Not sure what you mean by "can" here, but the answer is yes, in the sense that this is one of the major uses of such "text-in-math": i.e., to support such "math-in-text-in-math".

davidcarlisle commented 2 months ago

@petervwyatt

do things get recursive (can that Tagged PDF contain another Formula?)?

yes that can already be seen in the comment above: https://github.com/pdf-association/pdf-issues/issues/467#issuecomment-2341385458

in the tex source \[ starts display math (<math display="block">) within that is an aligned text block & If... (html <div>) and within that $ starts a nested inline math (<math display="inline">)

Note this isn't a weird test case it happens all the time in mathematical documents.

If using an Associated file on the outer Formula we can of course attach some mathml+html that encodes the entire block, the main issue is managing links into or out of the formula in to the rest of the document, but such links are less common.

If using the direct PDF mathml structure elements then the question is whether the pdf structure elements may be nested in that way as that is directly a matter of the pdf specifications, not something that MathML can specify.

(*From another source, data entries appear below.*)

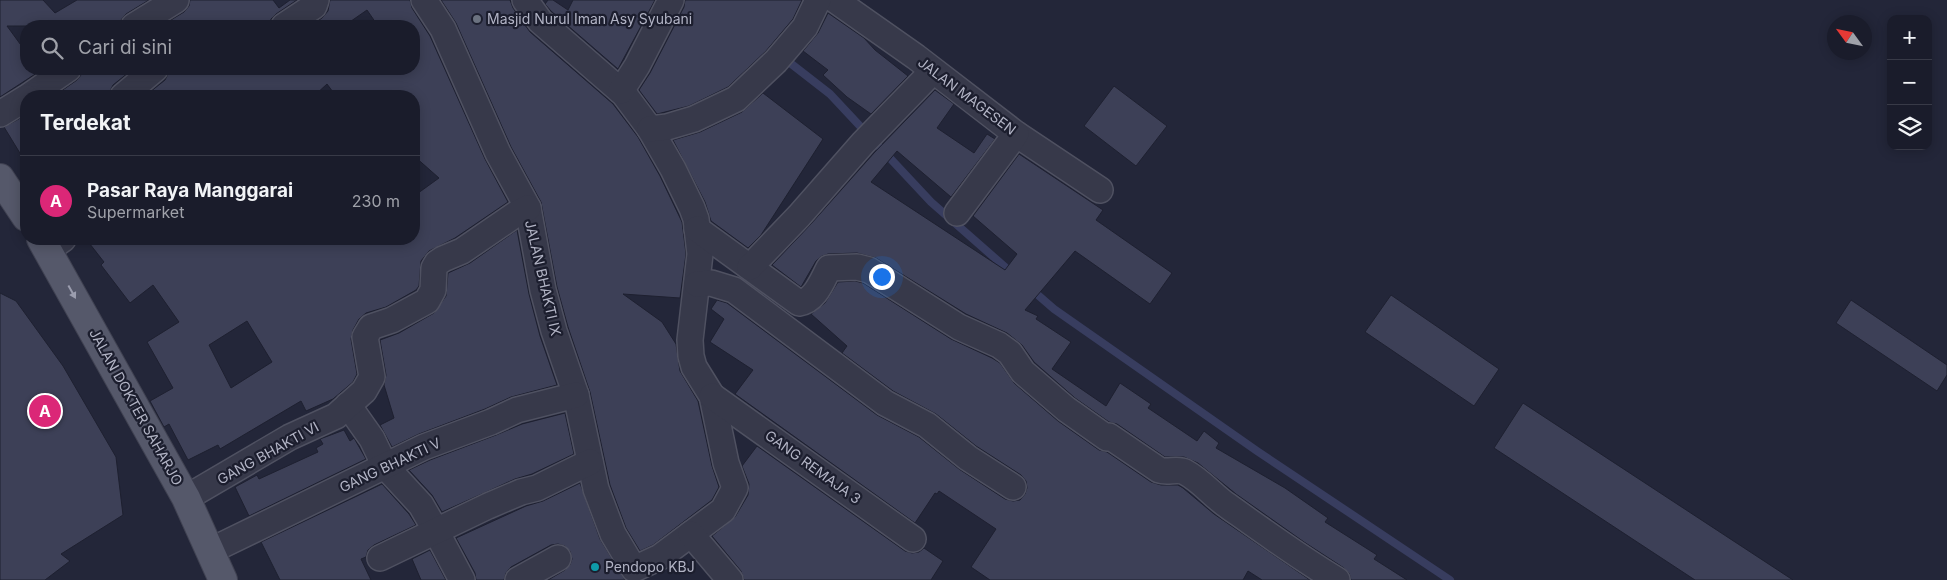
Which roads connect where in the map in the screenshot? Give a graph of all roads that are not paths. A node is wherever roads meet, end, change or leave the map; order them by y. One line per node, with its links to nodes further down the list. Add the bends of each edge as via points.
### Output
1 (176, 0): 8 (street)
2 (316, 0): 9 (street, via 314,6)
3 (424, 0): 22 (street, JALAN BHAKTI IX, via 443,29 498,153)
4 (524, 0): 15 (street, via 540,21)
5 (818, 0): 18 (street, via 805,27 736,99 694,119)
6 (836, 0): 10 (street, JALAN MAGESEN)
7 (670, 2): 15 (street)
8 (144, 20)
9 (293, 20)
10 (933, 71): 19 (street, JALAN MAGESEN); 27 (street)
11 (59, 75): 13 (street)
12 (148, 75): 14 (street)
13 (38, 90)
14 (130, 90)
15 (621, 91): 18 (street)
16 (20, 102): 17 (street)
17 (0, 114)
18 (650, 129): 25 (street, via 692,208)
19 (1016, 134): 21 (street, JALAN MAGESEN); 24 (street)
20 (3, 188): 23 (main road)
21 (1100, 190)
22 (528, 208): 29 (street, JALAN BHAKTI IX, via 552,323); 31 (street, GANG BHAKTI VI, via 462,251 442,259 434,268 433,290 427,301 371,327 365,337 372,377 364,391)
23 (20, 209)
24 (957, 213)
25 (697, 229): 27 (street); 28 (street, via 700,254)
26 (53, 245): 35 (main road, JALAN DOKTER SAHARJO, one-way to 35)
27 (750, 266): 46 (street, via 799,303 812,296 829,268 857,266 869,270 959,327 999,345 1010,353 1023,372 1066,409 1107,438 1110,436 1159,470 1184,472 1210,489 1227,506)
28 (697, 284): 30 (street, via 691,356); 34 (street, via 711,283 734,290 885,402 927,425 968,458)
29 (576, 395): 32 (street, JALAN BHAKTI IX); 33 (street, GANG BHAKTI V, via 517,410)
30 (712, 396): 37 (street, via 726,463 735,488 723,510); 38 (street, GANG REMAJA 3)
31 (348, 405): 33 (street, via 372,439); 35 (street, GANG BHAKTI VI, via 336,416 290,437)
32 (590, 462): 36 (street); 37 (street, JALAN BHAKTI IX, via 604,512 634,569 660,557)
33 (385, 466): 36 (street, via 414,497); 39 (street, GANG BHAKTI V)
34 (1013, 487)
35 (186, 498): 39 (main road, JALAN DOKTER SAHARJO)
36 (436, 531): 40 (street); 43 (street)
37 (691, 534): 45 (street)
38 (913, 539)
39 (210, 551): 42 (main road, JALAN DOKTER SAHARJO)
40 (380, 558)
41 (558, 558): 44 (street)
42 (223, 580)
43 (462, 580)
44 (518, 580)
45 (730, 580)
46 (1337, 580)

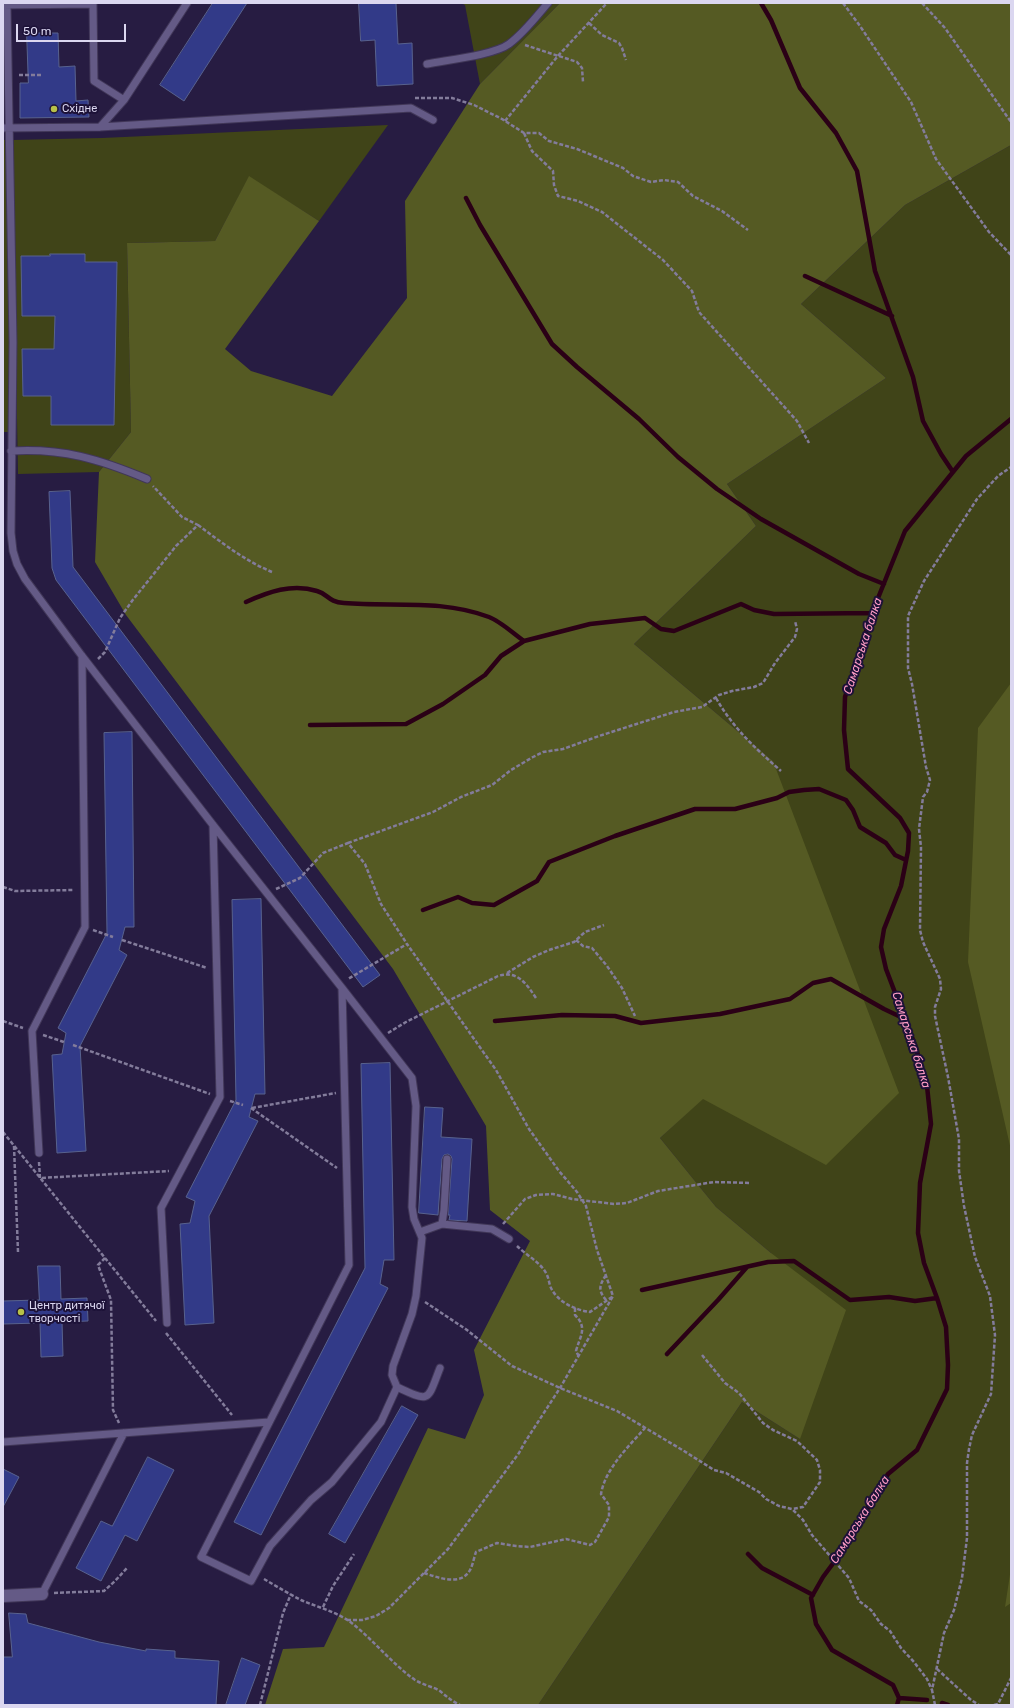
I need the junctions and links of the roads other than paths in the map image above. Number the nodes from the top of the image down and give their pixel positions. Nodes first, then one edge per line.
1 (93, 3) edge
2 (187, 3) edge
3 (548, 3) edge
4 (5, 5) edge
5 (427, 64) dead end
6 (124, 100) junction
7 (433, 120) dead end
8 (100, 127) junction
9 (6, 128) edge
10 (3, 427) edge
11 (11, 427) junction
12 (11, 451) junction
13 (147, 479) road end
14 (7, 503) edge
15 (82, 656) junction
16 (213, 825) junction
17 (341, 986) junction
18 (39, 1154) road end
19 (447, 1159) dead end
20 (442, 1224) junction
21 (420, 1232) junction
22 (509, 1239) road end
23 (165, 1326) road end
24 (440, 1368) dead end
25 (397, 1387) junction
26 (269, 1422) junction
27 (124, 1433) junction
28 (3, 1442) edge
29 (42, 1594) joint
30 (3, 1596) edge

1 - 4 lane
1 - 6 lane
2 - 6 lane
3 - 5 lane
4 - 9 lane
6 - 8 lane
7 - 8 lane
8 - 9 lane
9 - 11 lane
10 - 11 lane
11 - 12 lane
12 - 13 lane
12 - 14 lane
14 - 15 lane
15 - 16 lane
15 - 18 lane
16 - 17 lane
16 - 23 lane
17 - 21 lane
17 - 26 lane
19 - 20 lane
20 - 21 lane
20 - 22 lane
21 - 25 lane
24 - 25 lane
25 - 26 lane
26 - 27 lane
27 - 28 lane
27 - 29 lane
29 - 30 street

DuffJohnson commented 2 months ago

So... there are clearly questions to be answered regarding...

However, these questions are not the exact subject of this Issue... so I'll propose a straw-man for the posed question... and encourage others to open new issues for these other worthy questions.

PROPOSED:

Add a sentence to the end of the 3rd paragraph in 14.8.6.3: "MathML structure elements may be Grouping, Block or Inline."

davidcarlisle commented 2 months ago

@DuffJohnson yes sorry for hijacking your issue

The proposed sentence sees fine to me (after checking what "grouping" meant here (14.8.4.4))

car222222 commented 2 months ago

I agree that putting it into all three categories is a Good Thing.

(Not that I really understand why all SE types cannot be so categorised . . . down with categories!)

car222222 commented 2 months ago

I am not sure what is best way to move forward at this stage regarding the more general questions.

We probably need some less public discussion, of what is needed and what is feasible, before making any suggestions in an issue here.

petervwyatt commented 2 months ago

I have moved the larger discussion on math, mtext, "math-in-text-in-math", etc. to PDF Reuse TWG Issue #19.

This errata is now only for discussion on @DuffJohnson's proposed change (above) to define the categories for math.

ozross commented 1 month ago

This image shows how I would tag the structure and content for David's example. It comes from an actual, valid PDF which is also attached here.

Screenshot 2024-10-02 at 9 34 22 pm

tag-cases.pdf

What is missing in this PDF is the MathML Associated File, which would carry the full semantics. It needs to be built to contain knowledge of the Structure ID (i.e., name) of the referenced target. This can be deduced from a previous LaTeX run, using stored information concerning the structure destination of the hyperlink. Hence this missing piece should be able to be automated reliably, at least in this relatively straight-forward example, after the 2nd or 3rd LaTeX run.

When I have actual coding for this, I'll provide a link to an updated example.

Hopefully this will help in future discussions of this important aspect of tagging complicated mathematical structures, having structured textual sub-parts.